Tanti ragazzi oltre a Seghetti e Esposito si sono messi in mostra.
“Marianucci quando è stato chiamato in causa ha sempre fatto bene. Dal primo giorno di ritiro sta dimostrando, le gerarchie possono cambiare. Merito a lui che si fa trovare pronto. Stasera ha mostrato di poterci stare, con personalità come sul rigore. Lui ma anche Ekong, ha segnato in tutte e due le partite di Coppa Italia. E anche Tosto. Bravi ragazzi, ma devono continuare a lavorare. Il difficile non è arrivare ma proseguire”.
Hai certezze in più verso Verona?
“Probabilmente la Coppa Italia è un obiettivo, sono spesso arrivati in fondo. Per noi era importante fare bene e avere conferme sul punto di certi ragazzi. Se poi si passa il turno, positività porta positività. E andremo a Verona contro una diretta concorrente con uno spirito diverso”.
Sebastiano Esposito, dopo aver siglato il gol del pareggio in partita, ha rilasciato queste dichiarazioni.
Vittoria inaspettata?
“No, perché si parte sempre da 0-0. Se siamo a sinistra della classifica un motivo c’è, ma sicuramente rimane tanto da lavorare. Ci vogliono molti punti in più ancora, più del doppio. Andiamo in campo e pensiamo partita per partita. Sulla carta la Fiorentina è più forte ma poi c’è il campo: con un po’ di fortuna e sacrificio abbiamo vinto”.
C’era Spalletti oggi.
“Non lo sapevo ma mi fa piacere, mi ha fatto esordire con l’Inter a 16 anni. Da qui alla Nazionale però ce n’è di strada e voglio salvare solo l’Empoli”.
Quanto era difficile giocare questa partita, anche per voi?
“Difficilissima, Edoardo lo conosco da anni e ci saremo affrontati centinaia di volte. Conosco bene lui, la famiglia, il padre… Non trovo le parole. Un momento brutto, difficile. Spero stia bene e torni in campo”.
Quanto vi aiuta questa vittoria per Verona?
“Ora possiamo pensarci. Vincere ci dà stimoli in più ma l’obiettivo è salvarci, non dimentichiamolo, ed è ancora lontano”.

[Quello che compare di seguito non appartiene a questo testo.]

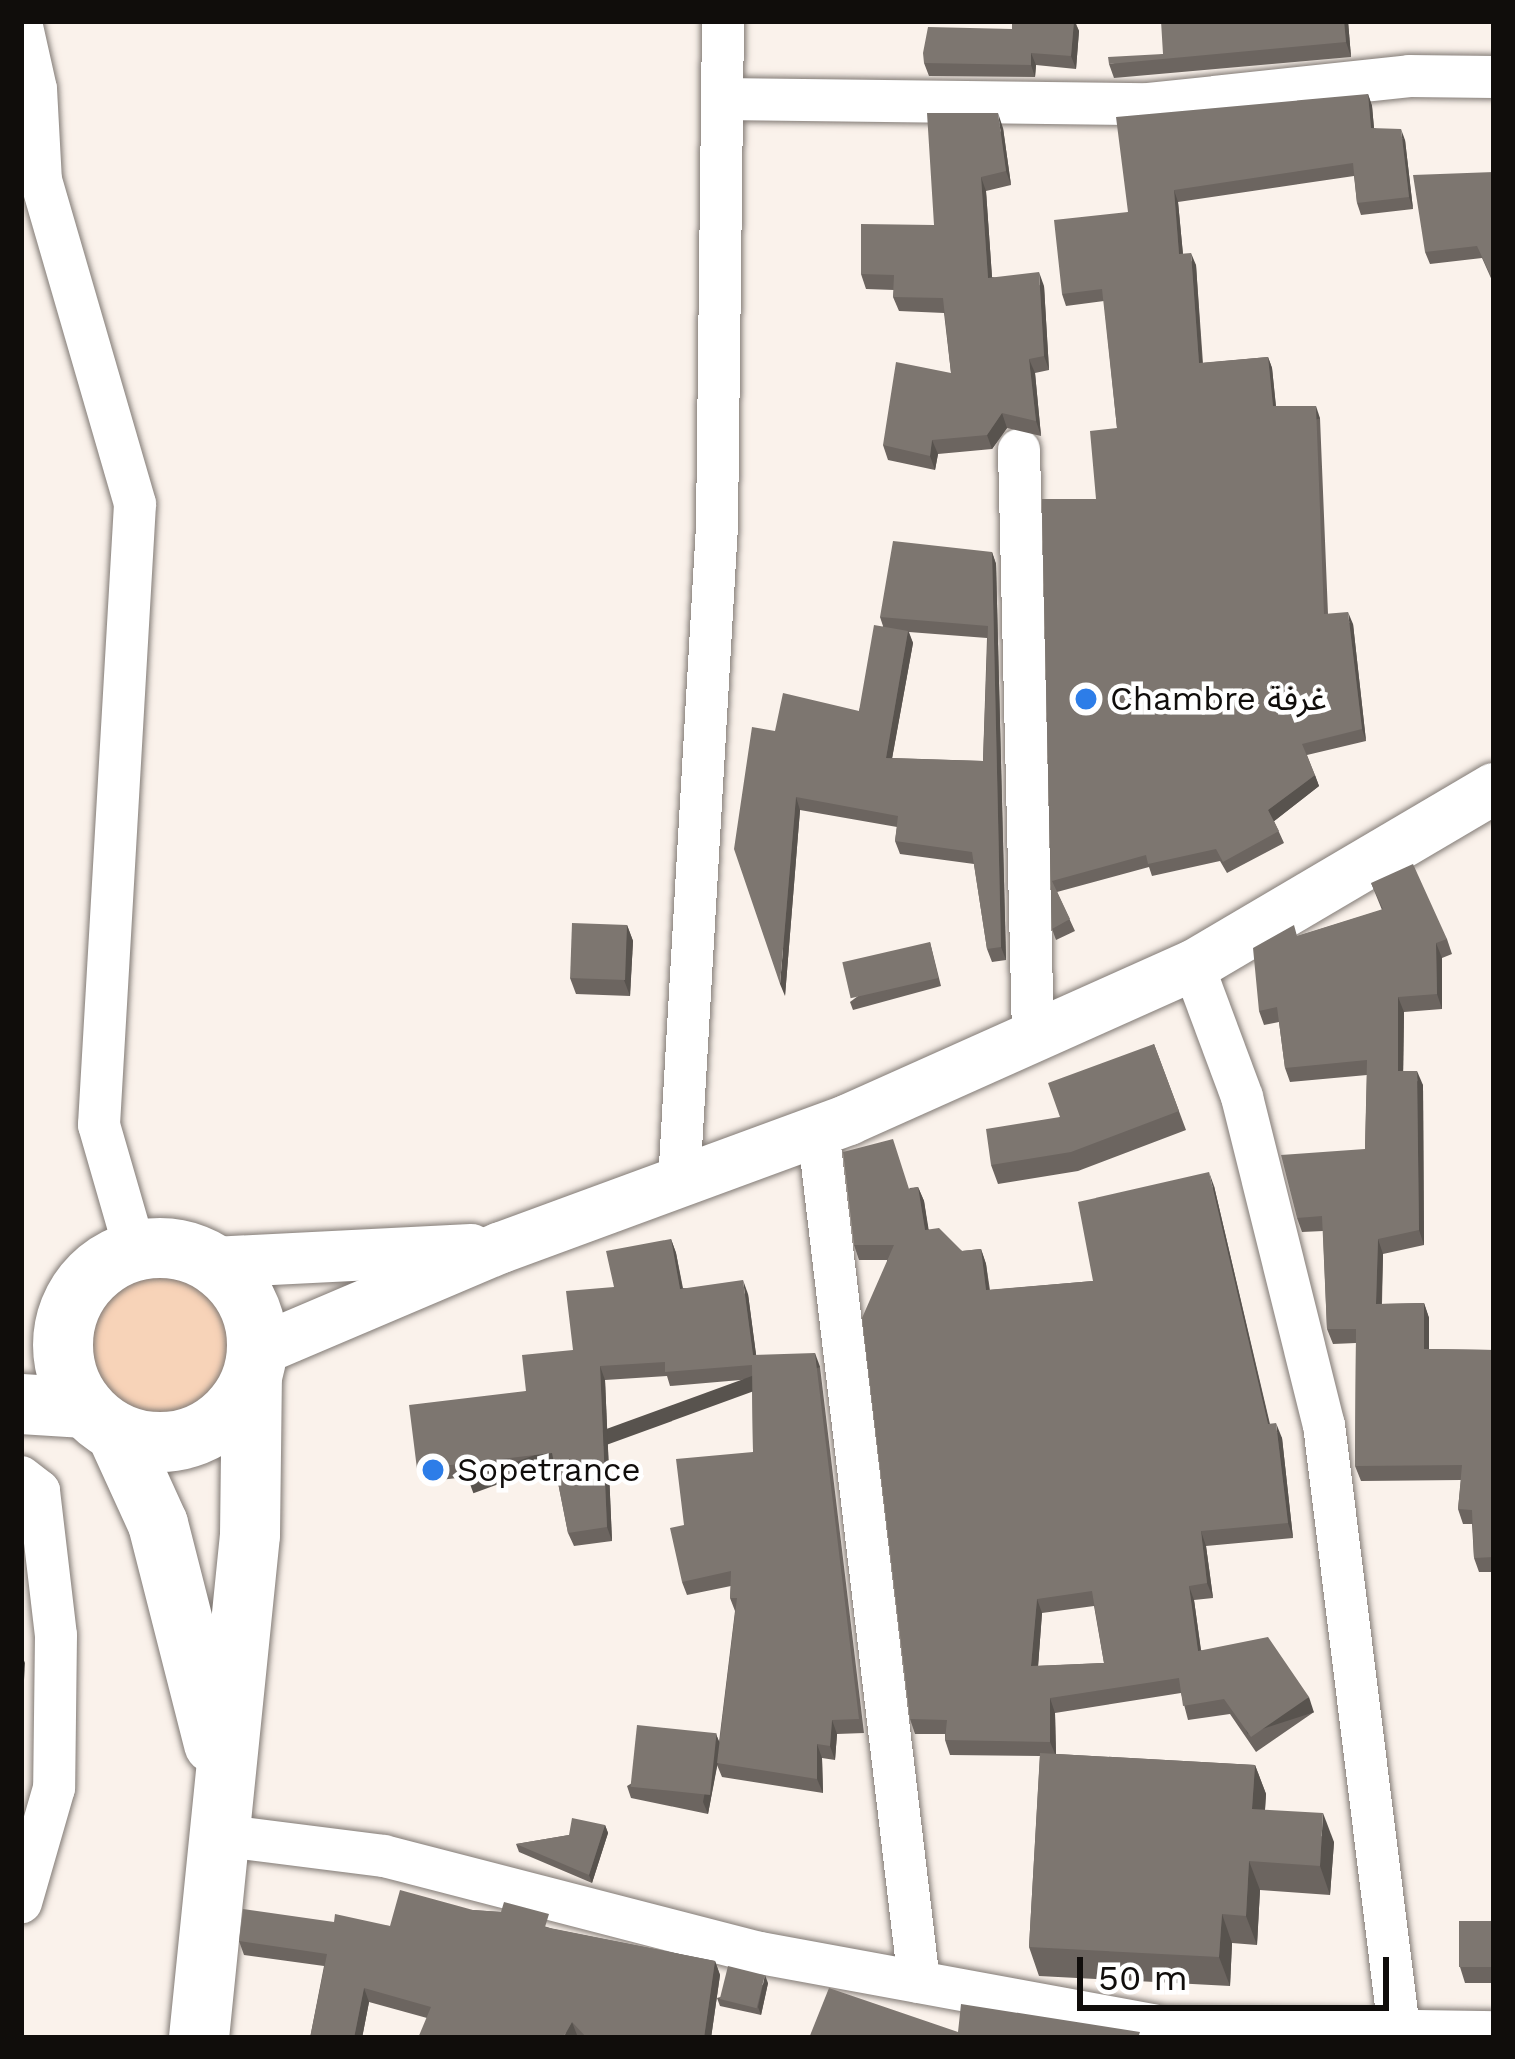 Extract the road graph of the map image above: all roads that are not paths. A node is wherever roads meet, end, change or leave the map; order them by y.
1 (723, 21) edge
2 (21, 22) edge
3 (1494, 77) edge
4 (722, 99) junction
5 (31, 181) edge
6 (1018, 450) dead end
7 (1494, 788) edge
8 (1193, 965) junction
9 (1034, 1036) junction
10 (818, 1130) junction
11 (679, 1183) junction
12 (501, 1247) junction
13 (135, 1250) junction
14 (213, 1262) junction
15 (48, 1306) edge
16 (255, 1365) junction
17 (21, 1404) edge
18 (101, 1421) junction
19 (21, 1478) edge
20 (219, 1807) junction
21 (21, 1902) edge
22 (919, 1982) junction
23 (1494, 2032) edge
24 (1400, 2036) edge
25 (199, 2038) edge

1 - 4 street
2 - 5 street
3 - 4 street
4 - 11 street
5 - 13 street
6 - 9 street
7 - 8 main road
8 - 9 main road
8 - 24 street
9 - 10 main road
10 - 11 main road
10 - 22 street
11 - 12 main road
12 - 14 main road
12 - 16 main road
13 - 14 highway
13 - 15 highway
14 - 16 highway
15 - 18 highway
16 - 18 highway
16 - 20 highway
17 - 18 highway
18 - 20 highway
19 - 21 street
20 - 22 street
20 - 25 highway
22 - 24 street
23 - 24 street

State formando la legacy dei fratelli Esposito.
“Con Pio e Salva ho un rapporto bellissimo. Sicuramente Pio mi chiede consigli perché facciamo lo stesso ruolo e ho più esperienza. Siamo giocatori diversi, ma l’obiettivo per noi ogni partita è lo stesso: segnare e far vincere le nostre squadre, speriamo di continuare così”.
Ha l’obiettivo di tornare all’Inter?
“Devo stare attento, voglio evitare articoli… Io ho esordito all’Inter, ci ho fatto anni di settore giovanile e ci ho esordito e giocato anche in Champions. Sicuramente sono molto affezionato all’Inter e mi ha dato tantissimo. Ad oggi non posso pensarci, a maggio tireremo le somme e vedremo”.
Cosa significano esultanza e gol?
“Avevo promesso che avrei fatto quest’esultanza… Questa vittoria con gol mi dà morale, l’ultimo mese e mezzo è stato un po’ complicato. Ho avuto un infortunio ma mi sento bene e spero di continuare”.